■ The problem ■
Where a line of the data below has the string "Molzelestraat", copy that line.

(Records contained in a dataset)
..........

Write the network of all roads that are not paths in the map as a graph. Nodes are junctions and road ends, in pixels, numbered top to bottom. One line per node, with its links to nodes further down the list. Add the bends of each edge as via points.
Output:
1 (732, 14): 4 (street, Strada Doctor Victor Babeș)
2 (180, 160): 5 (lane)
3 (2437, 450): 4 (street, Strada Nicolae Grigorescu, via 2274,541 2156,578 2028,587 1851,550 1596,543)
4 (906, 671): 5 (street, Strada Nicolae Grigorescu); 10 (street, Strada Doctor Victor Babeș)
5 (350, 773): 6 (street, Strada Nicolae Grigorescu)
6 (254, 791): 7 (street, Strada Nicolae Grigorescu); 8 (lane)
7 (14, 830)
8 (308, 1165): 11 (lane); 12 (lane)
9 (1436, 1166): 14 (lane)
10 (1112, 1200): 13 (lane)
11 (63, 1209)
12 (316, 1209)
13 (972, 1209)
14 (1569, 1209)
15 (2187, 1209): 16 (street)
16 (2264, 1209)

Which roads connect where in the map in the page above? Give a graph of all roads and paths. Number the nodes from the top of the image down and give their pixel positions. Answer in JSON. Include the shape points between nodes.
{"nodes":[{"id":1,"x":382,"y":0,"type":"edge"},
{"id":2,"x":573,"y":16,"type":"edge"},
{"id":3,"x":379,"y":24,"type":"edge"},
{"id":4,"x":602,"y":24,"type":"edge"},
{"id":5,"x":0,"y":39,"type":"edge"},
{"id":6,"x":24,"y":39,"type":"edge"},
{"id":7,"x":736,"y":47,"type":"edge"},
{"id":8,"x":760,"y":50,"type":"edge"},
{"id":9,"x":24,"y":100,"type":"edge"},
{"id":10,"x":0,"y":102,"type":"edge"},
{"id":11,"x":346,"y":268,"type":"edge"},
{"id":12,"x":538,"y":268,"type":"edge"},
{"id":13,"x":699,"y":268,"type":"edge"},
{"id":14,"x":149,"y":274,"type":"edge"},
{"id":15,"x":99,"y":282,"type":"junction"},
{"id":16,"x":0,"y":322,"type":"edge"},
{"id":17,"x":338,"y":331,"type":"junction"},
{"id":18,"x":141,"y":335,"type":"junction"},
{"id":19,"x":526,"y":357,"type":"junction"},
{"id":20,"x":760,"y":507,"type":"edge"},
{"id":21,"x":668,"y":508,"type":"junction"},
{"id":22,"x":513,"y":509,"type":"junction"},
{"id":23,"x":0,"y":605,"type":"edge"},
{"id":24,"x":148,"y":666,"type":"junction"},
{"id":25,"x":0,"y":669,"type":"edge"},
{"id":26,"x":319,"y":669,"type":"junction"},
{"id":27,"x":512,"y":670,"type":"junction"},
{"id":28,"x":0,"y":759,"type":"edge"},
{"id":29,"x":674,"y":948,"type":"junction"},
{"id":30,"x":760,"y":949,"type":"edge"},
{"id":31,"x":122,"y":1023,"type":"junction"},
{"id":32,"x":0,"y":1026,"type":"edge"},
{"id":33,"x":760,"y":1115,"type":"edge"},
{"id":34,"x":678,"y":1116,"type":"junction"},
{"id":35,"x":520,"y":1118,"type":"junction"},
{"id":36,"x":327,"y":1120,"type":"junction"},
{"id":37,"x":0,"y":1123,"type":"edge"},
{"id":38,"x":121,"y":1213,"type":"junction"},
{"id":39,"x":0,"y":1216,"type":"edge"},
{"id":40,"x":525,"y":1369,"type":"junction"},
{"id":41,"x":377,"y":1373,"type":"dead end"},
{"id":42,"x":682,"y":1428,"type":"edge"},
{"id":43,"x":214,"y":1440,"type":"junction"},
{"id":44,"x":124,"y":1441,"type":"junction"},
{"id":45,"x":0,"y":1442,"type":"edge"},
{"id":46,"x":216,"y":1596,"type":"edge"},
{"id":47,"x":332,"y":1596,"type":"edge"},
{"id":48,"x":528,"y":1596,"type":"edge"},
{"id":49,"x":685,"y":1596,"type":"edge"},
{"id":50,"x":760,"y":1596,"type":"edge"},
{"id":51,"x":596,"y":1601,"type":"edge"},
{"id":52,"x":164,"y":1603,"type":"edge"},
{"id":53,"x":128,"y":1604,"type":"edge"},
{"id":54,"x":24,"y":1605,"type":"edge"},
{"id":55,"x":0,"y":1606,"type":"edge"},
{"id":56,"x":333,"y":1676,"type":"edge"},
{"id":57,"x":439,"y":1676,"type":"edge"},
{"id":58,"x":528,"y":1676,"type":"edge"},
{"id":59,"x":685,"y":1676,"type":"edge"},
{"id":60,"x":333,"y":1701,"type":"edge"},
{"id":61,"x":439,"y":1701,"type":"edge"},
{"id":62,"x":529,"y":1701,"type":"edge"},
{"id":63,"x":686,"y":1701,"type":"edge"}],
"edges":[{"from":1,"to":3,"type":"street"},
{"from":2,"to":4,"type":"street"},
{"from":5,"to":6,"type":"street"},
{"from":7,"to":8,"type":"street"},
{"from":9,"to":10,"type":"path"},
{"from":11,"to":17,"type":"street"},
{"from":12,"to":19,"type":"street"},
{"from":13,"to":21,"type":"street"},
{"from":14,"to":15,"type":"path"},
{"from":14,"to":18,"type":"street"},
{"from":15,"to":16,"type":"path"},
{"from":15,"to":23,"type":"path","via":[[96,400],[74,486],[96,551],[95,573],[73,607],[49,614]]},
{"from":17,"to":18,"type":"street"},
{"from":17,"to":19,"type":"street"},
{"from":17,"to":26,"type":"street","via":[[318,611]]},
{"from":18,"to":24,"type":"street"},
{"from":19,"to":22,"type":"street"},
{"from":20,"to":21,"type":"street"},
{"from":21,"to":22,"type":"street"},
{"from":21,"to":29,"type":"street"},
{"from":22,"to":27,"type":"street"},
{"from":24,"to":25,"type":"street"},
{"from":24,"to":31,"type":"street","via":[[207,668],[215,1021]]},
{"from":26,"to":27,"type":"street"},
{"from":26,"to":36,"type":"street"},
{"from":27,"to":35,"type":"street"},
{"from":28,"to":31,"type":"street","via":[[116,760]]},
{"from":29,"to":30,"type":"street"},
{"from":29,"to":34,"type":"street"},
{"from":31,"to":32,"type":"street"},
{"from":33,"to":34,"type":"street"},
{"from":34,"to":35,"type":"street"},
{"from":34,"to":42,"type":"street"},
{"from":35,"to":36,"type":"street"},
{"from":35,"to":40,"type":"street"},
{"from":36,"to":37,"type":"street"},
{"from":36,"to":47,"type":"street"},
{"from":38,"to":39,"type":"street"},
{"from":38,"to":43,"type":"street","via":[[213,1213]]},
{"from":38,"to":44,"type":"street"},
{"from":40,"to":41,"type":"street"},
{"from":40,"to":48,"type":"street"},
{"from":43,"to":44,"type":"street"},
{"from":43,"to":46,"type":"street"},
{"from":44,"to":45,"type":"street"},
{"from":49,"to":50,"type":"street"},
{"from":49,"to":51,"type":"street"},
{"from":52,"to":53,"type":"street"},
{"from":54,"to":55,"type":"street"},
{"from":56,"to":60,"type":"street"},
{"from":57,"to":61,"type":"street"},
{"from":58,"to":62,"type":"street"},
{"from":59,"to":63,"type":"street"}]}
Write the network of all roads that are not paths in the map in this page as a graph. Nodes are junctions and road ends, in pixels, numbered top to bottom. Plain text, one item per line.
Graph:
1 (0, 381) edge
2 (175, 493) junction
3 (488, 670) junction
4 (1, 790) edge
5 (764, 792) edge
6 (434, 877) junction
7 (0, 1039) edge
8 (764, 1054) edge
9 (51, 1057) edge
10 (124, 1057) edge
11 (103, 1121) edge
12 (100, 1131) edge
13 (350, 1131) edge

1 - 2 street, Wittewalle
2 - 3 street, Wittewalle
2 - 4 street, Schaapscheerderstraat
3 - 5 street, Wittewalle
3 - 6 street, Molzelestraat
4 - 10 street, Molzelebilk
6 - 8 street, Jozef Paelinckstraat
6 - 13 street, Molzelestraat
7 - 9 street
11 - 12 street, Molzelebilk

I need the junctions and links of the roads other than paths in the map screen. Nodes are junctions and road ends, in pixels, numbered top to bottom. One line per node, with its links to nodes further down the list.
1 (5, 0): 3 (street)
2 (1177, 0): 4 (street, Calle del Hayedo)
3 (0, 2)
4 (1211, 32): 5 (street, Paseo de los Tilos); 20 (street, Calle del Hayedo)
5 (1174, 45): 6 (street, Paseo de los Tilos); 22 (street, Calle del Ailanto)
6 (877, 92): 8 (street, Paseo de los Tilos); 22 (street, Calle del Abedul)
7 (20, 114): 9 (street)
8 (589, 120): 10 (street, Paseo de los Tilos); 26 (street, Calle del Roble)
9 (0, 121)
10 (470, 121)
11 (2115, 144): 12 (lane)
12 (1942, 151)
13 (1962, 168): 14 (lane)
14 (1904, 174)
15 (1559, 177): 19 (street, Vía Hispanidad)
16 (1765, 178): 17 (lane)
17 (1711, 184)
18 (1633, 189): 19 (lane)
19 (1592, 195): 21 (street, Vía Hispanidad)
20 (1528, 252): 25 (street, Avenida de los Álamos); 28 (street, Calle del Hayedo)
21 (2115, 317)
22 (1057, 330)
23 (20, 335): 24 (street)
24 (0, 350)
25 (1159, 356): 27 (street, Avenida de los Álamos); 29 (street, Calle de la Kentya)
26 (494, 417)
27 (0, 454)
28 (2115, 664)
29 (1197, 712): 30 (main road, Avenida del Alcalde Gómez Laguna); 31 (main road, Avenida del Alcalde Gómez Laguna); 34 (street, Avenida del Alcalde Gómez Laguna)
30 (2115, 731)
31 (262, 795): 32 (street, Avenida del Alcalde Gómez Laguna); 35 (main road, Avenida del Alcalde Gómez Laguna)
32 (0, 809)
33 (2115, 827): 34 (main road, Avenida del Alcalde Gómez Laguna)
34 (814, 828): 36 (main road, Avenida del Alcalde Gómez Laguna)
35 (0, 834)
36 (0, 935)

..........

■ Written reply ■
3 - 6 street, Molzelestraat
6 - 13 street, Molzelestraat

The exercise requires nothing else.